Anthologies seem to be the on the rise in the horror world, and while they can certainly fall flat on occasion, I feel as if they succeed more often than not. They’re becoming an increasingly popular avenue for upcoming and established filmmakers alike to showcase their talents to the world–no matter how bizarre their ideas may be. With audience’s attention spans dropping by the minute, anthologies allow a viewer to get in and out of a variety of stories in order to keep the overarching concept of the anthology fresh. It’s a win-win. With that in mind, Monsterland is the perfect example of what a horror anthology should be. The segments not only stand on their own, but they leave you wanting more; that’s no easy task for a film with a whopping 9 installments. They say time flies when you’re having fun, and something like Monsterland has never made the old adage ring more true.

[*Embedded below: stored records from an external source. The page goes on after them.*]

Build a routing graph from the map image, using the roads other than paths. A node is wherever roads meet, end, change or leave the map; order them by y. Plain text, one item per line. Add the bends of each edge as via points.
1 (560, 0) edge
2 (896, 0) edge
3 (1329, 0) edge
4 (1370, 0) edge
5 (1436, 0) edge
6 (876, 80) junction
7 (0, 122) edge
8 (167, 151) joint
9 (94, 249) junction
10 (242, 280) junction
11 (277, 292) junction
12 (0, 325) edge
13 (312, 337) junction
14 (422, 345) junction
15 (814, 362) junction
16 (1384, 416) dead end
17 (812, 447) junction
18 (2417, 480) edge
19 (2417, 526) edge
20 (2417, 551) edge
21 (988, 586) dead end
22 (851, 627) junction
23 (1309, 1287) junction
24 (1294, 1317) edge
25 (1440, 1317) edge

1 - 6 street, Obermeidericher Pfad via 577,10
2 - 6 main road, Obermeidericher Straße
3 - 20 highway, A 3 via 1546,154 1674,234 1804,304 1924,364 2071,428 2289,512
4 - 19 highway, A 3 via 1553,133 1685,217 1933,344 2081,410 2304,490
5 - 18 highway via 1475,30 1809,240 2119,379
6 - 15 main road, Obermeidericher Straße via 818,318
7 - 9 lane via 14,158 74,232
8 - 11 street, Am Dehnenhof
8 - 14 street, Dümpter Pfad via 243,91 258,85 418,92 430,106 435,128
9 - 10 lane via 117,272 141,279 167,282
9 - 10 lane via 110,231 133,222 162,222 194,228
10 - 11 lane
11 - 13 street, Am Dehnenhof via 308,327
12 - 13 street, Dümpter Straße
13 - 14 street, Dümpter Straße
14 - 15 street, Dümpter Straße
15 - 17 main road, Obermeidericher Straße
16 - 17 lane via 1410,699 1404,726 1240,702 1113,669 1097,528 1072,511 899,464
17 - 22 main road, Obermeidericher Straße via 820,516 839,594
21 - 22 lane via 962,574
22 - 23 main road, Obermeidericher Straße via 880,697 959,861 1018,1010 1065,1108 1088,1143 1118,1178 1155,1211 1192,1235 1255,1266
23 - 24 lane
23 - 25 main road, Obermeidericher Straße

Monsterland is the perfect example of what a horror anthology should be

Right from the beginning, I felt Monsterland had a prime-time television vibe. The intro was corny as corny can be, and I loved every second of it. Throughout my viewing, I couldn’t help but think of the syndicated television show from the late 1980s, titled Monsters. Each segment had its own unique style and feel which brought a different measure of entertainment value into every story. Not to mention not one thing or element seemed repetitive or beat dead between shorts. The various segments pay homage to horror sub-genres like summer time beach monsters Jaws and Piranha. With Hellyfish, we’re treated to a tale about radioactive monster jellyfish, and it’s awesome! Curiosity Kills, which has absolutely no dialog and could possibly be the best segment of the film, pays homage to the mad scientist sub-genre. It’s just entertaining, and that’s precisely what it should be.

…a fantastically fun anthology with nostalgia written all over it.

The originality of each tale also bleeds into the style in which they are filmed. Happy Memories is a puppetry film that has a bad acid trip/psychedelic vibe that leaves you puzzled but engaged nonetheless. There’s also a good deal of humor to be found here, and that’s something that some of the greatest monster films in history have always included. Monster Man is a shining example of the levity on display throughout segments. There are some legitimate LOL moments to be had in that one.

If you’re searching for something different, and enjoy everything from mutant babies to witches and psychedelic puppetry, then this is the film for you. Monsterland is a fantastically fun anthology with nostalgia written all over it.

Monsterland will be available on DVD and VOD June 7th.